In Plain Sight: Reflections on Life in Downtown Eastside Vancouver

Description

180 pages
Contains Bibliography
$18.95
ISBN 0-88922-513-3
DDC 305.4'09711'33

Publisher

Year

2005

Contributor

Edited by Leslie Robertson and Dara Culhame
Reviewed by Ann Turner

Ann Turner is the financial and budget manager of the University of
British Columbia Library.

Review

This book originated in the Health & Home Research Project conducted in
the Vancouver downtown eastside in 2001 and 2002. The project examined
housing and health issues as perceived by women who lived there in
Vancouver’s poorest neighbourhood.

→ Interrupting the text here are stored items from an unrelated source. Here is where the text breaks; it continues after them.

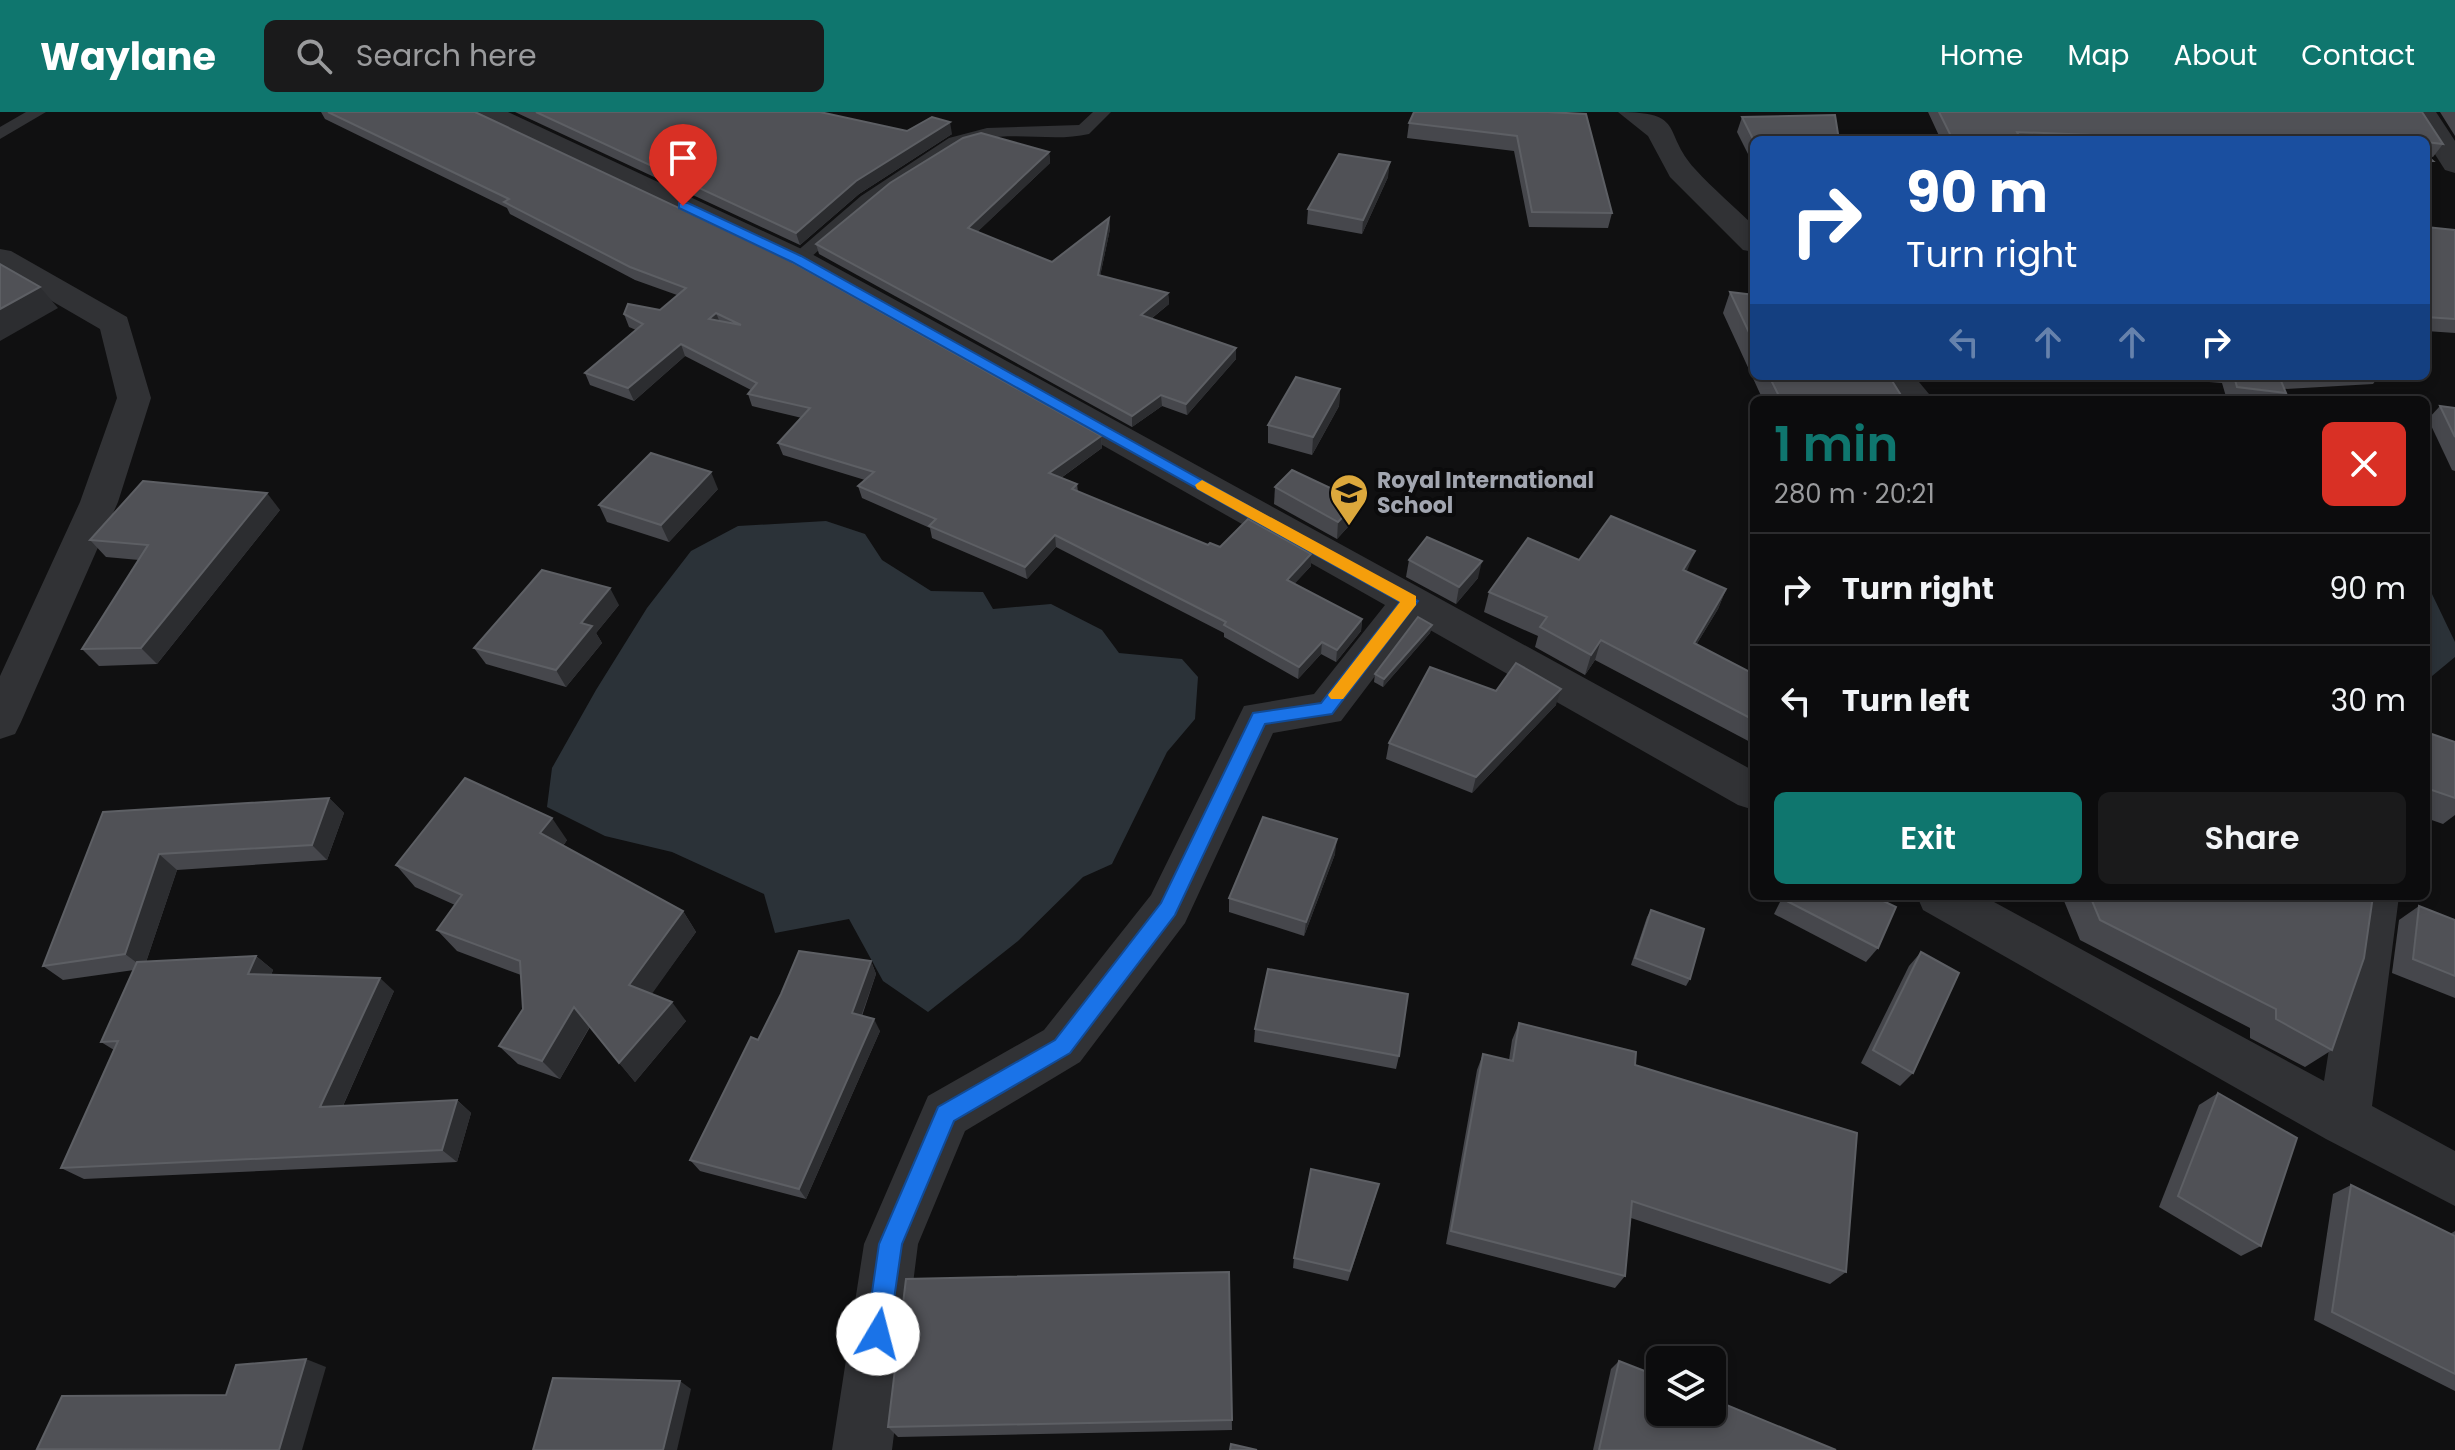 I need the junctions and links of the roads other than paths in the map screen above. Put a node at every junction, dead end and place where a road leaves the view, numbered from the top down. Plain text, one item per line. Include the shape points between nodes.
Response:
1 (38, 112) edge
2 (485, 112) edge
3 (1103, 112) edge
4 (1632, 112) edge
5 (2422, 112) edge
6 (0, 134) edge
7 (2455, 164) edge
8 (1750, 239) edge
9 (0, 258) edge
10 (797, 259) junction
11 (1898, 380) edge
12 (1913, 396) edge
13 (1410, 601) junction
14 (0, 722) edge
15 (1750, 790) edge
16 (1947, 900) edge
17 (2375, 900) edge
18 (2344, 1121) junction
19 (2455, 1180) edge
20 (862, 1450) edge

1 - 6 lane
2 - 10 street
3 - 10 lane via 1083,130 987,133 955,142 867,200
4 - 8 street via 1660,131 1680,171
5 - 7 street
9 - 14 street via 115,324 134,398 99,502
10 - 13 street
11 - 12 street
13 - 15 street
13 - 20 street via 1326,709 1259,718 1168,909 1062,1046 946,1114 891,1244
16 - 18 street
17 - 18 street
18 - 19 street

Its resident and transient
populations are stigmatized by the media as being drug users, sex-trade
workers, criminals, indigent victims of physical and mental illness, and
homeless street people. Through taped interviews and conversations, the
Project examined not only the participants’ current day-to-day lives
but also how they came to be in the area. Seven of the women chose to
participate in the production of this book to show that the caricatures
portrayed in the media are not the real people of the downtown eastside.
They have histories, friends, and families, and live out their everyday
lives in plain sight like anyone else, but the stereotypes are all that
outsiders see. The stories were transcribed from the project tapes and
edited with the women’s permission and assistance. They provide a
unique insight into the difficulties of inner-city life.